Gabon : la HAC, du régulateur au contrôleur du web ?

Libreville — Avec les nouvelles ordonnances numériques, la Haute autorité de la communication (HAC) franchit un seuil inédit : elle ne régule plus seulement les médias, elle étend désormais son influence à l’ensemble du web gabonais.
Sur le papier, l’objectif est clair : lutter contre la désinformation, encadrer les dérives et protéger l’ordre public. Mais dans les faits, le dispositif concentre entre les mains d’une seule institution un pouvoir considérable sur les contenus en ligne.

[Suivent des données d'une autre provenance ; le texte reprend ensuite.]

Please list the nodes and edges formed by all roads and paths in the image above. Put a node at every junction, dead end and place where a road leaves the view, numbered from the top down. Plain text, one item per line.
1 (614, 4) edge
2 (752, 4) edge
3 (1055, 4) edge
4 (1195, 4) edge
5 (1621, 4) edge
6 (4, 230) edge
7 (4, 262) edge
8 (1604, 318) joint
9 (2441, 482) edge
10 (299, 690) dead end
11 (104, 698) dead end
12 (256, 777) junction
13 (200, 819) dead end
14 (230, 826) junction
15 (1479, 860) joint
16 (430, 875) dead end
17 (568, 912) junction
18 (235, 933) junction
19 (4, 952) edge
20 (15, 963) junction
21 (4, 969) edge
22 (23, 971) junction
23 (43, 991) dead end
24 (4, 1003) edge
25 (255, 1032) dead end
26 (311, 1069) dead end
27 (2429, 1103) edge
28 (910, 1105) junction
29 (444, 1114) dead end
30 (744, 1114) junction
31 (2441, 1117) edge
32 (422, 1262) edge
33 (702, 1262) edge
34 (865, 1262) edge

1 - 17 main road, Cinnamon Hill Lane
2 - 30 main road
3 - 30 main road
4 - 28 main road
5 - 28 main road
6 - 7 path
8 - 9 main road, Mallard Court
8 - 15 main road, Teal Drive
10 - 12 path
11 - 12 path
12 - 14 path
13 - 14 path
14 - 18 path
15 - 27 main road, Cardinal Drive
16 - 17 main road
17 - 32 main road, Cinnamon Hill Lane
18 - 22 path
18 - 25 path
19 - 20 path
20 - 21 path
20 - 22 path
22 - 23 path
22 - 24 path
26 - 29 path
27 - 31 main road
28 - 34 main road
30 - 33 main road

La HAC peut désormais surveiller, interpréter et sanctionner des publications jugées “illicites”, sur la base de notions parfois floues comme l’atteinte à la “stabilité des institutions” ou à la “sécurité administrative”.
Des formulations suffisamment larges pour englober des contenus très différents de la manipulation avérée à la simple critique politique.C’est là que réside le principal point de tension. En devenant arbitre du web, la HAC se retrouve de facto en position d’influencer le débat public numérique.
Or, son indépendance reste questionnée, ses membres étant désignés par des autorités politiques.Le risque n’est donc pas uniquement juridique, il est aussi démocratique : celui de voir la régulation glisser vers le contrôle.